DATA SHOWN Block Start

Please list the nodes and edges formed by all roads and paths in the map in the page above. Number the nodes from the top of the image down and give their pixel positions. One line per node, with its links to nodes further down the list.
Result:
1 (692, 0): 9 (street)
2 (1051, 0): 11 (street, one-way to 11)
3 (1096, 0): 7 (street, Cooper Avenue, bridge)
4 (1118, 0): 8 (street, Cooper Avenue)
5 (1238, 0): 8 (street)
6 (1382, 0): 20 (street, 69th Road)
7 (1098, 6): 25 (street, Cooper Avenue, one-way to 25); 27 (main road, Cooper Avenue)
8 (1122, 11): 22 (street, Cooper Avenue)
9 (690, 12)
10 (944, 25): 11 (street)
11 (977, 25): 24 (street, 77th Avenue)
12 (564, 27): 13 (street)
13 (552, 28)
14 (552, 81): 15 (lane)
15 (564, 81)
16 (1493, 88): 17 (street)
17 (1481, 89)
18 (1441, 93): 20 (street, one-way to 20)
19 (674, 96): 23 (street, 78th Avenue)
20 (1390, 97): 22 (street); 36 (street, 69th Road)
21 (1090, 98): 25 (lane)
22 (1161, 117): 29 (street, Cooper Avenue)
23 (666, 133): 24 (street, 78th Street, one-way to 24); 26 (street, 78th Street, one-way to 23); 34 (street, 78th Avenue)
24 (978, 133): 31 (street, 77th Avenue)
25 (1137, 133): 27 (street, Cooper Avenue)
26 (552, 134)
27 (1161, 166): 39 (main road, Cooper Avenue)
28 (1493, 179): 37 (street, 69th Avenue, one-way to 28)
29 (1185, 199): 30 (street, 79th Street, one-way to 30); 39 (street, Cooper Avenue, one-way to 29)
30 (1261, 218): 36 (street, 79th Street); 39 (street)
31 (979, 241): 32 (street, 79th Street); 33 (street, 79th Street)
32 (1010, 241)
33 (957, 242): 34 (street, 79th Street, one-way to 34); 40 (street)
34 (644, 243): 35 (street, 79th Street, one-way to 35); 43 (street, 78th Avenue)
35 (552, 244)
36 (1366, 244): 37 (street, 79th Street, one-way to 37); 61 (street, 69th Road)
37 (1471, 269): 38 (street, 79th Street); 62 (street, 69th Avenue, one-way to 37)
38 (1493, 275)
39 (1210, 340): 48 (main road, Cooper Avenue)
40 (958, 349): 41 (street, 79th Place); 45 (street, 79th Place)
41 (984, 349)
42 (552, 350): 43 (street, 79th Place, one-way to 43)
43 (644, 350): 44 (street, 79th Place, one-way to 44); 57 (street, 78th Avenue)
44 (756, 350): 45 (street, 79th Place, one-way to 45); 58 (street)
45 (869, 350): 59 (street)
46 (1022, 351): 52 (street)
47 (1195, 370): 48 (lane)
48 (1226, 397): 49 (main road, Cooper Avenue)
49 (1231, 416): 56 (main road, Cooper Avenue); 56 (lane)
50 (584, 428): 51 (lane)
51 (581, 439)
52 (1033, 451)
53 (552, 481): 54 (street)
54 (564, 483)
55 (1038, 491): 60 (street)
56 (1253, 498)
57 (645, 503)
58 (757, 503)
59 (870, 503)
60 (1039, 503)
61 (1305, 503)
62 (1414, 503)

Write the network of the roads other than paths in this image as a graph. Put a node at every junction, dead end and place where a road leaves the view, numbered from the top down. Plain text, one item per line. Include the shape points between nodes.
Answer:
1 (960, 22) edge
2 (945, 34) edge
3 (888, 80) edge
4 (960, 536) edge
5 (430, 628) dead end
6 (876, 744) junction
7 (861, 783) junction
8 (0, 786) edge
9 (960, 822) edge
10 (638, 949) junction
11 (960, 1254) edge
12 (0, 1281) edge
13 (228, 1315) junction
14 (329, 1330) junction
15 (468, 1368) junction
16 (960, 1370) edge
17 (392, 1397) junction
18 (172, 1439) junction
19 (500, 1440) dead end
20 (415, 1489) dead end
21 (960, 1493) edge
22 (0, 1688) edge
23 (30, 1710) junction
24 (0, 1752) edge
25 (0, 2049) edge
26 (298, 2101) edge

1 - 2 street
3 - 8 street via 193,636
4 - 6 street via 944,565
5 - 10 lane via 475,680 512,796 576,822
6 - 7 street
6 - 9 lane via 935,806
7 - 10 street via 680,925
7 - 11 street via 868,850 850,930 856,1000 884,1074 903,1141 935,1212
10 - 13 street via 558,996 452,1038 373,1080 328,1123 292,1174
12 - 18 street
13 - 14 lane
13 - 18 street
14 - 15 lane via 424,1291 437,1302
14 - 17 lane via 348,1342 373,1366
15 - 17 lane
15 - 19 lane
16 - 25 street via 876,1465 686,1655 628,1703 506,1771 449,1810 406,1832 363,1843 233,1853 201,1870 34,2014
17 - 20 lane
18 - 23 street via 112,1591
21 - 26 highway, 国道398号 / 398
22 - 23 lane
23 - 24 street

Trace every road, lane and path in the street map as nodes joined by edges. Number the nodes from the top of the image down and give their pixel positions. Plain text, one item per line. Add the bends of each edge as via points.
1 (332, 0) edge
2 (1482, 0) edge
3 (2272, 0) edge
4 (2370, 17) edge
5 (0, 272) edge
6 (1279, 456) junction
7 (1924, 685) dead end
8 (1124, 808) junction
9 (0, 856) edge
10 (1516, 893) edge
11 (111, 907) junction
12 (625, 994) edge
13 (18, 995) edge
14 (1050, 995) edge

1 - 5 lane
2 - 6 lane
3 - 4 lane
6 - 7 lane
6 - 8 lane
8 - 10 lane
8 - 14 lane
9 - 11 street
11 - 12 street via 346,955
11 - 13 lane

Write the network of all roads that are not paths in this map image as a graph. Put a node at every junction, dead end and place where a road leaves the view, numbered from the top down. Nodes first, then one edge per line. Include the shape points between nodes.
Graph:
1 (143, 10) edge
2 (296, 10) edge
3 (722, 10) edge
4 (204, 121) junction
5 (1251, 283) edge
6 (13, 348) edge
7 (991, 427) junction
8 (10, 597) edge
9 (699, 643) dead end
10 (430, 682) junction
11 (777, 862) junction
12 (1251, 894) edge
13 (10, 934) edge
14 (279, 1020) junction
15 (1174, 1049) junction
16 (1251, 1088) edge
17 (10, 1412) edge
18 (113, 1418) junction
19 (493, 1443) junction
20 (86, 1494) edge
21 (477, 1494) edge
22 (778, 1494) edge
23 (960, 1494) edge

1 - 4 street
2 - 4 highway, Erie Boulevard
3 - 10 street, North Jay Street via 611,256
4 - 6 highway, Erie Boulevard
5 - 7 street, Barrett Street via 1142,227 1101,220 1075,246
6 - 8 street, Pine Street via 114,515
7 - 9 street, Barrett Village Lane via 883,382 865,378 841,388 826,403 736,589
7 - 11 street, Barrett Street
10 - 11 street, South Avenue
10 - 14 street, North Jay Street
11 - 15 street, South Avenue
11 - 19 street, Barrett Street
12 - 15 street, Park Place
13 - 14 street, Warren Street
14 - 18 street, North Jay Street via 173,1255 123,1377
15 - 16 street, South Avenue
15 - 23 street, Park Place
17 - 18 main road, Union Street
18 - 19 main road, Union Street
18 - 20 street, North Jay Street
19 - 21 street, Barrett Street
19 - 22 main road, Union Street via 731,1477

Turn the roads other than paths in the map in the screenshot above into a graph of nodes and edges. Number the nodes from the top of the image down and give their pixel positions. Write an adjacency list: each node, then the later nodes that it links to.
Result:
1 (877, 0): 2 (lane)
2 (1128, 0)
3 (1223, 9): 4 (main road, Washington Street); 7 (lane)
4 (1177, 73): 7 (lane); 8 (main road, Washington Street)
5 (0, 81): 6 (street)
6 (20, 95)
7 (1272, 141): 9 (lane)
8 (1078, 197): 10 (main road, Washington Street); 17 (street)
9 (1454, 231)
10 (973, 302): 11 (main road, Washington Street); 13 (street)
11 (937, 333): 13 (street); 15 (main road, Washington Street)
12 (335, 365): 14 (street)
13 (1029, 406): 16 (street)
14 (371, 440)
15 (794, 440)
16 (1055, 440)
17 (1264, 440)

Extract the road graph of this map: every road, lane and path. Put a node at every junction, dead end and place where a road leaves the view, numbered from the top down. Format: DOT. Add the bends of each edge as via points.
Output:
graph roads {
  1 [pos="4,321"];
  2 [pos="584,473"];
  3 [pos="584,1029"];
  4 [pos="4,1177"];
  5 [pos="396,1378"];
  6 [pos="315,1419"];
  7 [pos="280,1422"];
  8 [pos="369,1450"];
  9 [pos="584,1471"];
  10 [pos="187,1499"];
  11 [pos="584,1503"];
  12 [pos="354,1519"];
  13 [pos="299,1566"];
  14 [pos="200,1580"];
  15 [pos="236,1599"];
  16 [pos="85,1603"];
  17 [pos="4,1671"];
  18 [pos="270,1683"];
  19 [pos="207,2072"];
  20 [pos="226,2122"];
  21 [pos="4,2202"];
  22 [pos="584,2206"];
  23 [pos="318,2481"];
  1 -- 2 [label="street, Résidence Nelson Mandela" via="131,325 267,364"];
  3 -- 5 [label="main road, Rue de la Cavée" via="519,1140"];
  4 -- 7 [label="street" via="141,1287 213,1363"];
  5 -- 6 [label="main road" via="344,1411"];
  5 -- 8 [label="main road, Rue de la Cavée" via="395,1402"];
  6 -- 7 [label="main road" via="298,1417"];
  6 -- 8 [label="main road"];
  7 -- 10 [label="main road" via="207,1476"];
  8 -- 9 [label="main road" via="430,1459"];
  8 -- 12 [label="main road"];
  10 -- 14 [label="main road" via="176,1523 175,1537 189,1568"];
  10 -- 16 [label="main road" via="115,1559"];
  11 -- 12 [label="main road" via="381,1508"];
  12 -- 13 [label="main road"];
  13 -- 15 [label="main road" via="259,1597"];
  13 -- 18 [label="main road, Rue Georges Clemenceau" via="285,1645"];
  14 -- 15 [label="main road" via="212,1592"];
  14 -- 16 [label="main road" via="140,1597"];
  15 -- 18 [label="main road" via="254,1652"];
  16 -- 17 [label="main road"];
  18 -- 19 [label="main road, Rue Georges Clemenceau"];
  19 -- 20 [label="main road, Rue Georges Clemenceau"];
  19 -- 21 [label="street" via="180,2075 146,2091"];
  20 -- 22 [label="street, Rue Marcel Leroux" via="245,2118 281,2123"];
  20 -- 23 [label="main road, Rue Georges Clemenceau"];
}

DATA SHOWN Block End

● TASK TO CARRY OUT:
Look through the entries above, and wherever a line holds the string "other", copy it.

● RESULT OF THE EXERCISE:
Write the network of the roads other than paths in this image as a graph. Put a node at every junction, dead end and place where a road leaves the view, numbered from the top down. Plain text, one item per line. Include the shape points between nodes.
Turn the roads other than paths in the map in the screenshot above into a graph of nodes and edges. Number the nodes from the top of the image down and give their pixel positions. Write an adjacency list: each node, then the later nodes that it links to.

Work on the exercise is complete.